- **Action item**:
Using the listing below, report each line holding the string "Faraday".

- **Data provided**:
=== Section Start ===
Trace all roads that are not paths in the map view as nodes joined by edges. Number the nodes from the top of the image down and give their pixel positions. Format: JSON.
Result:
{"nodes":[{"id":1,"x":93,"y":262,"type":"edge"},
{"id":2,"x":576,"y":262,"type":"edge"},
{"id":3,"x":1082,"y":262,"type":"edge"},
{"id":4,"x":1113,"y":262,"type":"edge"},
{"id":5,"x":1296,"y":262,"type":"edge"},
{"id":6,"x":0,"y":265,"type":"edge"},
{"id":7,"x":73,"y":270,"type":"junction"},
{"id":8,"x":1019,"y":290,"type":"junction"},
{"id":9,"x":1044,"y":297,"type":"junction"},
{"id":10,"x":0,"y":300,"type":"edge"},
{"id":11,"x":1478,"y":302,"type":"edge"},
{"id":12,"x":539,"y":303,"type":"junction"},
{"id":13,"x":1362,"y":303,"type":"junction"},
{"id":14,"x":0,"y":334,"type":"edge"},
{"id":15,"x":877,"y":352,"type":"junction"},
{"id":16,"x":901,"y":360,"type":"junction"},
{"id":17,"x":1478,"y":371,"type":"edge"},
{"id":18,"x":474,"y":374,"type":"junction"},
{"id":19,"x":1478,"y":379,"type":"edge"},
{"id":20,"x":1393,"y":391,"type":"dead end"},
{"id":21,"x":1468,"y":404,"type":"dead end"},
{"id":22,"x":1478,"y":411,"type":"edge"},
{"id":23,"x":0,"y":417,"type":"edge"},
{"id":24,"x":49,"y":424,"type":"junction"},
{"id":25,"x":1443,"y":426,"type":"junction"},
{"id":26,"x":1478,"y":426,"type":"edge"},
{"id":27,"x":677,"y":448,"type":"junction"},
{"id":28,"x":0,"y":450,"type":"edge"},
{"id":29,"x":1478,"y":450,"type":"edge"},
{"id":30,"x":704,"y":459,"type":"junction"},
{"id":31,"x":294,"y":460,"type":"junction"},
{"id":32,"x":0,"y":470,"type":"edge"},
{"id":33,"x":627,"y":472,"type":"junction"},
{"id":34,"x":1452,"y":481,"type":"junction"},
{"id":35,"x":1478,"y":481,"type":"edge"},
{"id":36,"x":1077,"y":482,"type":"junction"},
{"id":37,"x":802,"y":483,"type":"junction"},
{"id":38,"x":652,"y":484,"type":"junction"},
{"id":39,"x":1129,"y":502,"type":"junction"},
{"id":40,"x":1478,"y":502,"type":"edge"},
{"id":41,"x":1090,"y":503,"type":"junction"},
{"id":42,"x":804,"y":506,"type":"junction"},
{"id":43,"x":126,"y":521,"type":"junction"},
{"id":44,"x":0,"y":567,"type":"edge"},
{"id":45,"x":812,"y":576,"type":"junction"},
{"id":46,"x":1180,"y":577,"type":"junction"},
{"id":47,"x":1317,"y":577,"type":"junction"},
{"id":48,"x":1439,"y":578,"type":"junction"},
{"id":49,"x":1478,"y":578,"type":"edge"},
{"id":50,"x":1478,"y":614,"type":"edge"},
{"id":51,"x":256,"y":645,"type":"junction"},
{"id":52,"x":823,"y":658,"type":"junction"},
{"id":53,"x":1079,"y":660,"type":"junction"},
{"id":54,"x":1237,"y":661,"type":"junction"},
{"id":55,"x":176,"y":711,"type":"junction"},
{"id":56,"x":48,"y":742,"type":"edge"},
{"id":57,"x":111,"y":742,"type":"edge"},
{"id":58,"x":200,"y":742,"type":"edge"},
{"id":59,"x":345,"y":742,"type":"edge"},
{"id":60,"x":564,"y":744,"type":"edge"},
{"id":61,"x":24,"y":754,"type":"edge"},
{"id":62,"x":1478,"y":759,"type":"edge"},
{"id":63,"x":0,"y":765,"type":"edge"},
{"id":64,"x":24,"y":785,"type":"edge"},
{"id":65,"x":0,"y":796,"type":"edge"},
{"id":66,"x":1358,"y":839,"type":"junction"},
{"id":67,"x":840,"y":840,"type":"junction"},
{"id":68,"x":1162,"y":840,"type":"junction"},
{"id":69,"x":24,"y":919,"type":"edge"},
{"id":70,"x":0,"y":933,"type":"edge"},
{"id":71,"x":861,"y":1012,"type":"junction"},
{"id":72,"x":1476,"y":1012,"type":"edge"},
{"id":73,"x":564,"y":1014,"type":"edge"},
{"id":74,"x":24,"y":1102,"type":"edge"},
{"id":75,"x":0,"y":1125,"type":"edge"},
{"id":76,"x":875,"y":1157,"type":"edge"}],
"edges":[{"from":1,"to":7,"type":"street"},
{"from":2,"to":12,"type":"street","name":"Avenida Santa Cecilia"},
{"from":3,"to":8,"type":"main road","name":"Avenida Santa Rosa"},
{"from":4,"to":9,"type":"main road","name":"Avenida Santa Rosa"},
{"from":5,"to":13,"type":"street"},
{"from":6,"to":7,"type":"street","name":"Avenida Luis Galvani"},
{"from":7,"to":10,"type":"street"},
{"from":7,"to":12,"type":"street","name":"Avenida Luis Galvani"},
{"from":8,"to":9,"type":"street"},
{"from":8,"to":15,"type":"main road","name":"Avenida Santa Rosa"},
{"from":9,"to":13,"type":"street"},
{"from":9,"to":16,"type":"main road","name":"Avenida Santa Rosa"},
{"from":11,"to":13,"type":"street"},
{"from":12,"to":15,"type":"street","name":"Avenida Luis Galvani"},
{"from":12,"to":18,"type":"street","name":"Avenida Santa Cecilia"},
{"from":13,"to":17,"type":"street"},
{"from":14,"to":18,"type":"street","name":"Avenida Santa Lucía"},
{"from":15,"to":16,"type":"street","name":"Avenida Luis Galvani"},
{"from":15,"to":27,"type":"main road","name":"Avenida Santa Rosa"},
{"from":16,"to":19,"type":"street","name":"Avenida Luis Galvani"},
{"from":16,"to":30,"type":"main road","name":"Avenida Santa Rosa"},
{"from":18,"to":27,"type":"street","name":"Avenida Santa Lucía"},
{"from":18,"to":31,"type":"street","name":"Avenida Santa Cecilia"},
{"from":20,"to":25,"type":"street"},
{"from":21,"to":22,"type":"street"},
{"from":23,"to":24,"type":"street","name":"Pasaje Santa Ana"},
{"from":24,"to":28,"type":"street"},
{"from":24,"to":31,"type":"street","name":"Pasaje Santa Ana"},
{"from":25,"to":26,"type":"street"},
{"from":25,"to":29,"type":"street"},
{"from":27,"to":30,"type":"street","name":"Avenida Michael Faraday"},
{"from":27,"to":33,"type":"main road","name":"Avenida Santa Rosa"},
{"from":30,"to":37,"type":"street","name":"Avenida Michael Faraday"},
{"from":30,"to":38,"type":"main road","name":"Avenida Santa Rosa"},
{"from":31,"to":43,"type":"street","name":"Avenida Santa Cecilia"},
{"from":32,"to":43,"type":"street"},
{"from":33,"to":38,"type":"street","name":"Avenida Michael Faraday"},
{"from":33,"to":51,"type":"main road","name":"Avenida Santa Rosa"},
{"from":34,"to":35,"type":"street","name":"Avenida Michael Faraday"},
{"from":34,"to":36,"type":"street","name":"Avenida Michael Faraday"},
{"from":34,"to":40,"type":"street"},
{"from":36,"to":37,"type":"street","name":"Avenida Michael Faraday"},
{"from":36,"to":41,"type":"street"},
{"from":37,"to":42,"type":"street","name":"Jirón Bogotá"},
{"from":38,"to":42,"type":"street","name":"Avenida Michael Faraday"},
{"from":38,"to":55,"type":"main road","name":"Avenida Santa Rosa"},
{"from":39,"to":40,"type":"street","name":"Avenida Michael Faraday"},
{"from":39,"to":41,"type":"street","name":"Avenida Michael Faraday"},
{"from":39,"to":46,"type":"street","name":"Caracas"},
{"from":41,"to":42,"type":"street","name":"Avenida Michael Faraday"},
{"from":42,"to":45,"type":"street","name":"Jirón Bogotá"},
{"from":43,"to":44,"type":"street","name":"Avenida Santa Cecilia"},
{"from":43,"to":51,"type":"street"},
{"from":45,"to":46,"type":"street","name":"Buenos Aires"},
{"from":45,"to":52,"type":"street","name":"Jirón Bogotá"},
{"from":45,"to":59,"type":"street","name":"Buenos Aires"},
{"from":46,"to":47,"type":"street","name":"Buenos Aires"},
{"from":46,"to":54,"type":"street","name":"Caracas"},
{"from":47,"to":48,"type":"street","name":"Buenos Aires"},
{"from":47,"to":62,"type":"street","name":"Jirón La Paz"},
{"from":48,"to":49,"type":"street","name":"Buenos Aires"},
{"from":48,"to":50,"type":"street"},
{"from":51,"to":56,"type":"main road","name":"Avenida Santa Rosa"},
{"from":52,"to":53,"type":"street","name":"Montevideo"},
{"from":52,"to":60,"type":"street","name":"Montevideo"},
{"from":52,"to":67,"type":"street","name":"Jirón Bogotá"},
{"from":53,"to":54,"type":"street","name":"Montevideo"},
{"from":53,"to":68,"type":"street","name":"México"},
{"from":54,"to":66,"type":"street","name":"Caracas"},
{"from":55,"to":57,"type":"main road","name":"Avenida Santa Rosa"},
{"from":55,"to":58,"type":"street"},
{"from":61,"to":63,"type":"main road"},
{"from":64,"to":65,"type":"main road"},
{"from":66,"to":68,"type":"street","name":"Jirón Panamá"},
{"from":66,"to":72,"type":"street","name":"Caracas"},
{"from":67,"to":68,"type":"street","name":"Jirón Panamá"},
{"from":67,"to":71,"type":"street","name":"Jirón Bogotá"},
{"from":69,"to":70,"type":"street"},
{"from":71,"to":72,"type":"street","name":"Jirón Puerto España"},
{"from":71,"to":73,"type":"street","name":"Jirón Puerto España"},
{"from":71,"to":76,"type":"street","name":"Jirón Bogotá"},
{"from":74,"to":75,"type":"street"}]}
=== Section End ===
- **Your solution**:
{"from":27,"to":30,"type":"street","name":"Avenida Michael Faraday"},
{"from":30,"to":37,"type":"street","name":"Avenida Michael Faraday"},
{"from":33,"to":38,"type":"street","name":"Avenida Michael Faraday"},
{"from":34,"to":35,"type":"street","name":"Avenida Michael Faraday"},
{"from":34,"to":36,"type":"street","name":"Avenida Michael Faraday"},
{"from":36,"to":37,"type":"street","name":"Avenida Michael Faraday"},
{"from":38,"to":42,"type":"street","name":"Avenida Michael Faraday"},
{"from":39,"to":40,"type":"street","name":"Avenida Michael Faraday"},
{"from":39,"to":41,"type":"street","name":"Avenida Michael Faraday"},
{"from":41,"to":42,"type":"street","name":"Avenida Michael Faraday"},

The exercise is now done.